Category: Bank Owned Updates  |  Permalink

Published: Tuesday, June 03, 2008

Single-family home prices fell 14.4 percent in the first quarter from a year ago, according to the Standard & Poor's/Case Shiller index. Separately, the Commerce Department reported that new home sales rose for the first time in six months while the unsold inventory of new homes declined for the twelfth consecutive month. In other news, The Conference Board said its Consumer Confidence measure declined from 62.8 in April to 57.2 in May on consumer worries about housing, higher fuel and food costs, and the future of the economy.

MAKING SENSE OF THE STORY

  • S&P's survey of 20 markets showed a 2.2 percent price decline in March. A 10-market survey showed a 2.4 percent monthly decline and a 15.3 percent overall drop. In California, Los Angeles prices fell 21.7 percent in March compared with a year ago, while San Diego fell 20.5 percent.
  • New home sales edged up 3.3 percent in April after an 11 percent drop in March to an annualized rate that remains 42 percent below last year's levels.

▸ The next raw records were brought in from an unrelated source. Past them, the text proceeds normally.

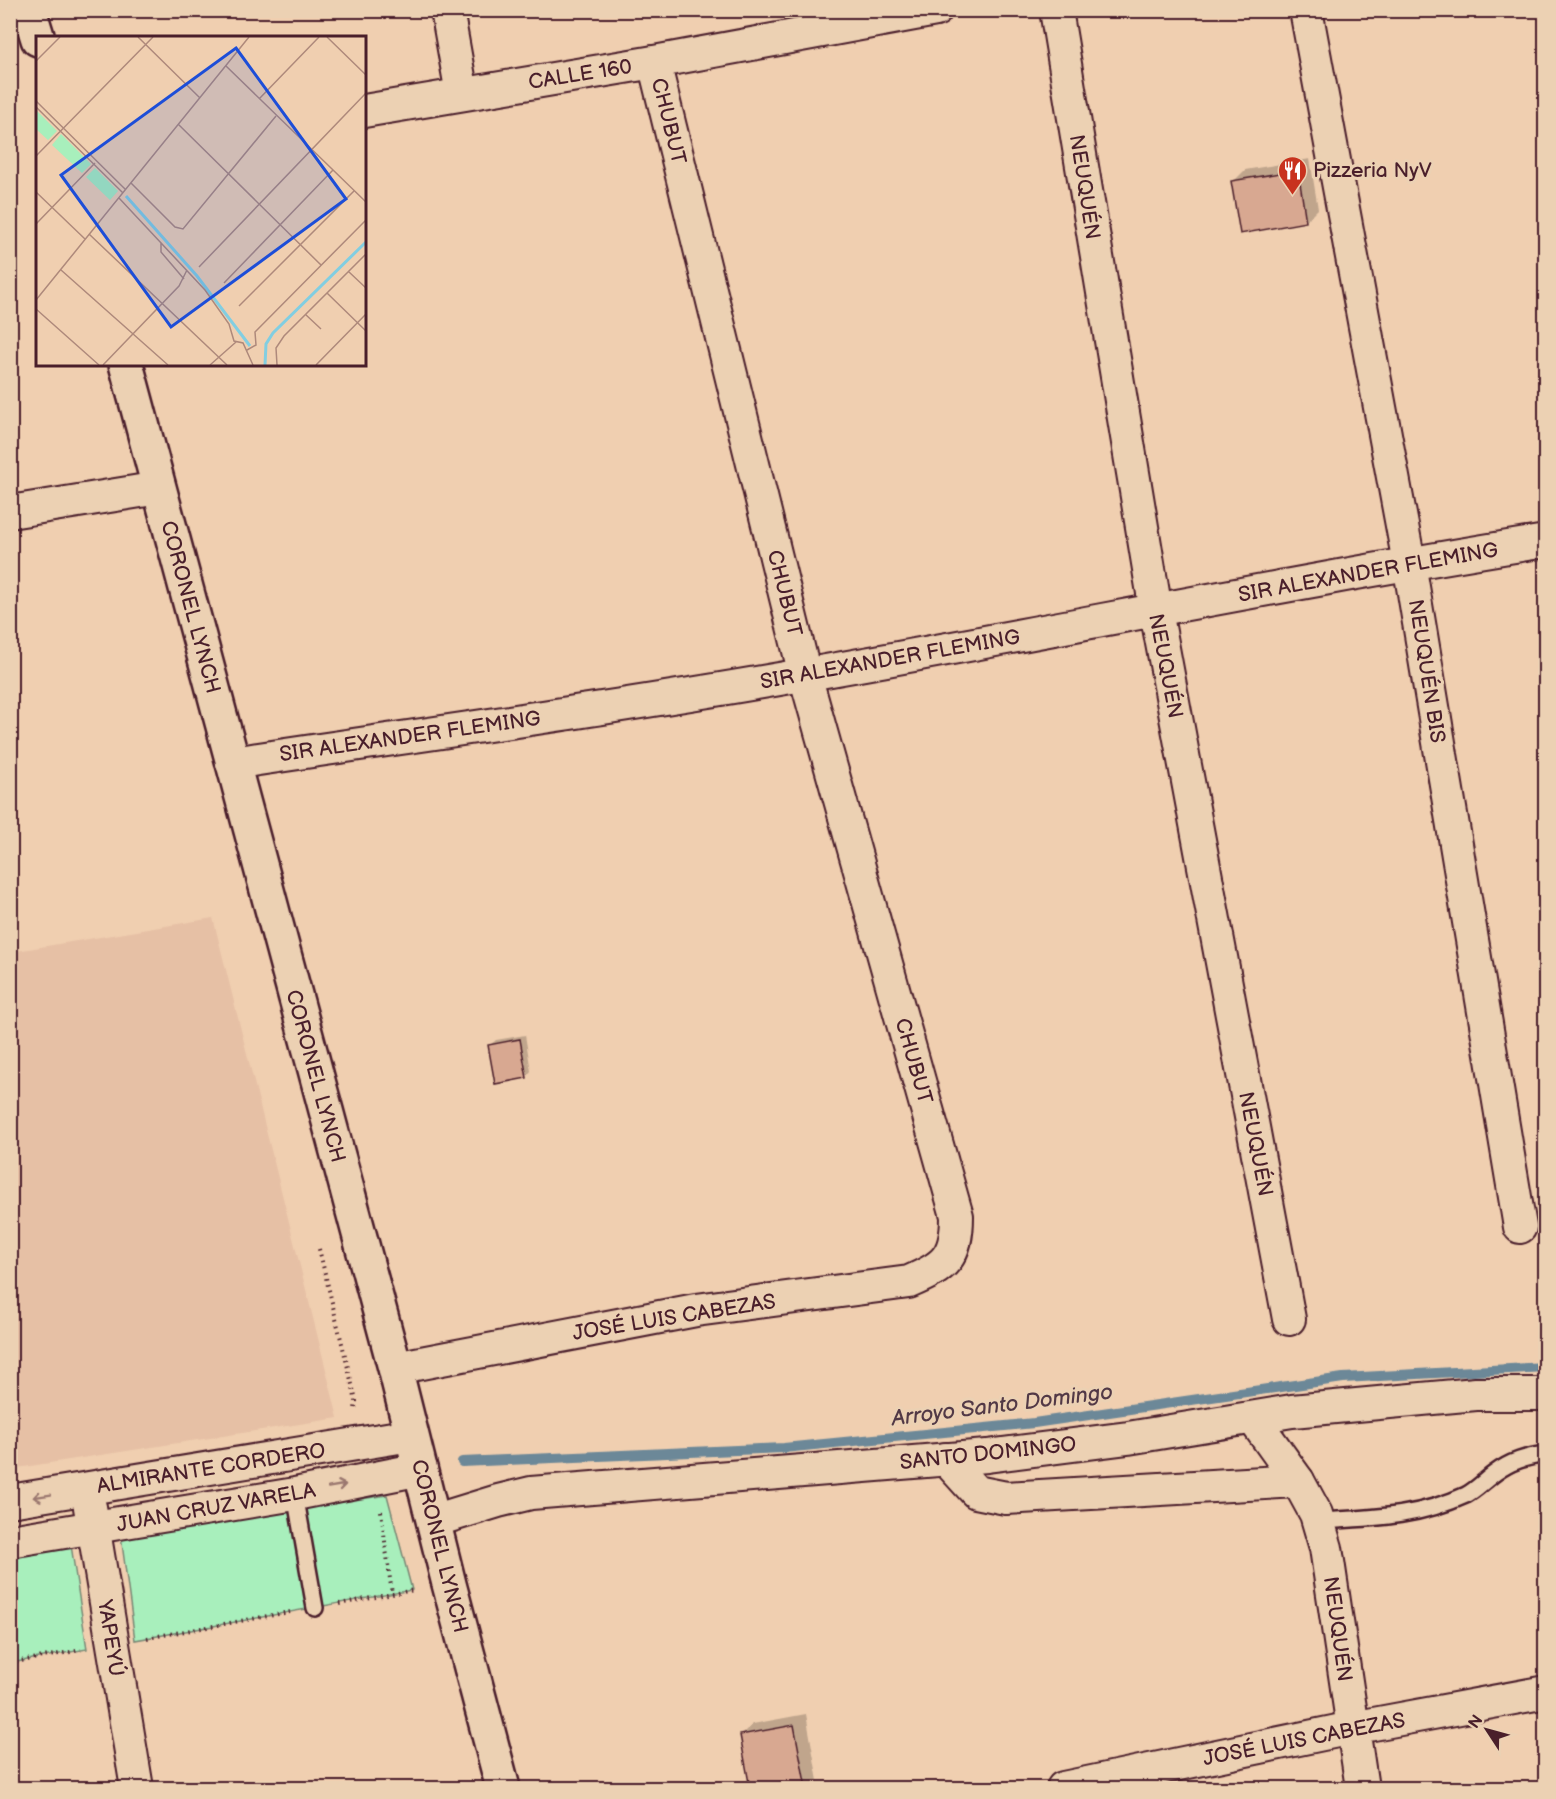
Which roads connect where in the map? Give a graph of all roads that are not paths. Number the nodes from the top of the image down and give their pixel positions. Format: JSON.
{"nodes":[{"id":1,"x":29,"y":10,"type":"edge"},
{"id":2,"x":447,"y":10,"type":"edge"},
{"id":3,"x":936,"y":10,"type":"edge"},
{"id":4,"x":1056,"y":10,"type":"edge"},
{"id":5,"x":1306,"y":10,"type":"edge"},
{"id":6,"x":37,"y":36,"type":"edge"},
{"id":7,"x":654,"y":62,"type":"junction"},
{"id":8,"x":462,"y":94,"type":"junction"},
{"id":9,"x":366,"y":111,"type":"edge"},
{"id":10,"x":127,"y":366,"type":"edge"},
{"id":11,"x":159,"y":488,"type":"junction"},
{"id":12,"x":10,"y":512,"type":"edge"},
{"id":13,"x":1545,"y":541,"type":"edge"},
{"id":14,"x":1409,"y":562,"type":"junction"},
{"id":15,"x":1156,"y":611,"type":"junction"},
{"id":16,"x":805,"y":675,"type":"junction"},
{"id":17,"x":232,"y":763,"type":"junction"},
{"id":18,"x":1520,"y":1227,"type":"dead end"},
{"id":19,"x":948,"y":1258,"type":"joint"},
{"id":20,"x":1289,"y":1319,"type":"dead end"},
{"id":21,"x":395,"y":1368,"type":"junction"},
{"id":22,"x":1545,"y":1394,"type":"edge"},
{"id":23,"x":1253,"y":1418,"type":"junction"},
{"id":24,"x":411,"y":1435,"type":"junction"},
{"id":25,"x":1545,"y":1454,"type":"edge"},
{"id":26,"x":946,"y":1459,"type":"junction"},
{"id":27,"x":421,"y":1469,"type":"junction"},
{"id":28,"x":1298,"y":1481,"type":"junction"},
{"id":29,"x":87,"y":1488,"type":"junction"},
{"id":30,"x":295,"y":1494,"type":"junction"},
{"id":31,"x":10,"y":1501,"type":"edge"},
{"id":32,"x":433,"y":1521,"type":"junction"},
{"id":33,"x":1318,"y":1521,"type":"junction"},
{"id":34,"x":93,"y":1528,"type":"junction"},
{"id":35,"x":10,"y":1541,"type":"edge"},
{"id":36,"x":315,"y":1608,"type":"road end"},
{"id":37,"x":1545,"y":1692,"type":"edge"},
{"id":38,"x":1352,"y":1728,"type":"junction"},
{"id":39,"x":137,"y":1788,"type":"edge"},
{"id":40,"x":503,"y":1788,"type":"edge"},
{"id":41,"x":1063,"y":1788,"type":"edge"},
{"id":42,"x":1362,"y":1788,"type":"edge"}],
"edges":[{"from":1,"to":6,"type":"street"},
{"from":2,"to":8,"type":"street"},
{"from":3,"to":7,"type":"street","name":"CALLE 160"},
{"from":4,"to":15,"type":"street","name":"NEUQUÉN"},
{"from":5,"to":14,"type":"street","name":"NEUQUÉN BIS"},
{"from":7,"to":8,"type":"street","name":"CALLE 160"},
{"from":7,"to":16,"type":"street","name":"CHUBUT"},
{"from":8,"to":9,"type":"street","name":"CALLE 160"},
{"from":10,"to":11,"type":"street","name":"CORONEL LYNCH"},
{"from":11,"to":12,"type":"street"},
{"from":11,"to":17,"type":"street","name":"CORONEL LYNCH"},
{"from":13,"to":14,"type":"street","name":"SIR ALEXANDER FLEMING"},
{"from":14,"to":15,"type":"street","name":"SIR ALEXANDER FLEMING"},
{"from":14,"to":18,"type":"street","name":"NEUQUÉN BIS"},
{"from":15,"to":16,"type":"street","name":"SIR ALEXANDER FLEMING"},
{"from":15,"to":20,"type":"street","name":"NEUQUÉN"},
{"from":16,"to":17,"type":"street","name":"SIR ALEXANDER FLEMING"},
{"from":16,"to":19,"type":"street","name":"CHUBUT"},
{"from":17,"to":21,"type":"street","name":"CORONEL LYNCH"},
{"from":19,"to":21,"type":"street","name":"JOSÉ LUIS CABEZAS"},
{"from":21,"to":24,"type":"street","name":"CORONEL LYNCH"},
{"from":22,"to":23,"type":"street","name":"SANTO DOMINGO"},
{"from":23,"to":26,"type":"street","name":"SANTO DOMINGO"},
{"from":23,"to":28,"type":"street","name":"NEUQUÉN"},
{"from":24,"to":27,"type":"street","name":"CORONEL LYNCH"},
{"from":24,"to":29,"type":"street","name":"ALMIRANTE CORDERO"},
{"from":25,"to":33,"type":"lane"},
{"from":26,"to":28,"type":"street"},
{"from":26,"to":32,"type":"street","name":"SANTO DOMINGO"},
{"from":30,"to":27,"type":"street","name":"JUAN CRUZ VARELA","one_way":true},
{"from":27,"to":32,"type":"street","name":"CORONEL LYNCH"},
{"from":28,"to":33,"type":"street","name":"NEUQUÉN"},
{"from":29,"to":31,"type":"street","name":"ALMIRANTE CORDERO","one_way":true},
{"from":29,"to":34,"type":"street","name":"YAPEYÚ"},
{"from":30,"to":34,"type":"street","name":"JUAN CRUZ VARELA"},
{"from":30,"to":36,"type":"lane"},
{"from":32,"to":40,"type":"street","name":"CORONEL LYNCH"},
{"from":33,"to":38,"type":"street","name":"NEUQUÉN"},
{"from":34,"to":35,"type":"street","name":"JUAN CRUZ VARELA"},
{"from":34,"to":39,"type":"street","name":"YAPEYÚ"},
{"from":37,"to":38,"type":"street","name":"JOSÉ LUIS CABEZAS"},
{"from":38,"to":41,"type":"street","name":"JOSÉ LUIS CABEZAS"},
{"from":38,"to":42,"type":"street","name":"NEUQUÉN"}]}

The good news: Inventory feel 2.4 percent to a 10.6-month supply, down from 11.1 months in March.
  • Consumer Confidence fell to the lowest level since October 1992. Other measures also dropped considerably: The group's measure of present conditions dropped from 81.9 in April to 74.4 in May, and its gauge of expectations through the end of 2008 declined from 50.0 in April to 45.7 in May. The Conference Board also reported that the percentage of consumers planning to buy a home sometime during the next six months fell from 2.5 percent in April to 2.1 percent in May.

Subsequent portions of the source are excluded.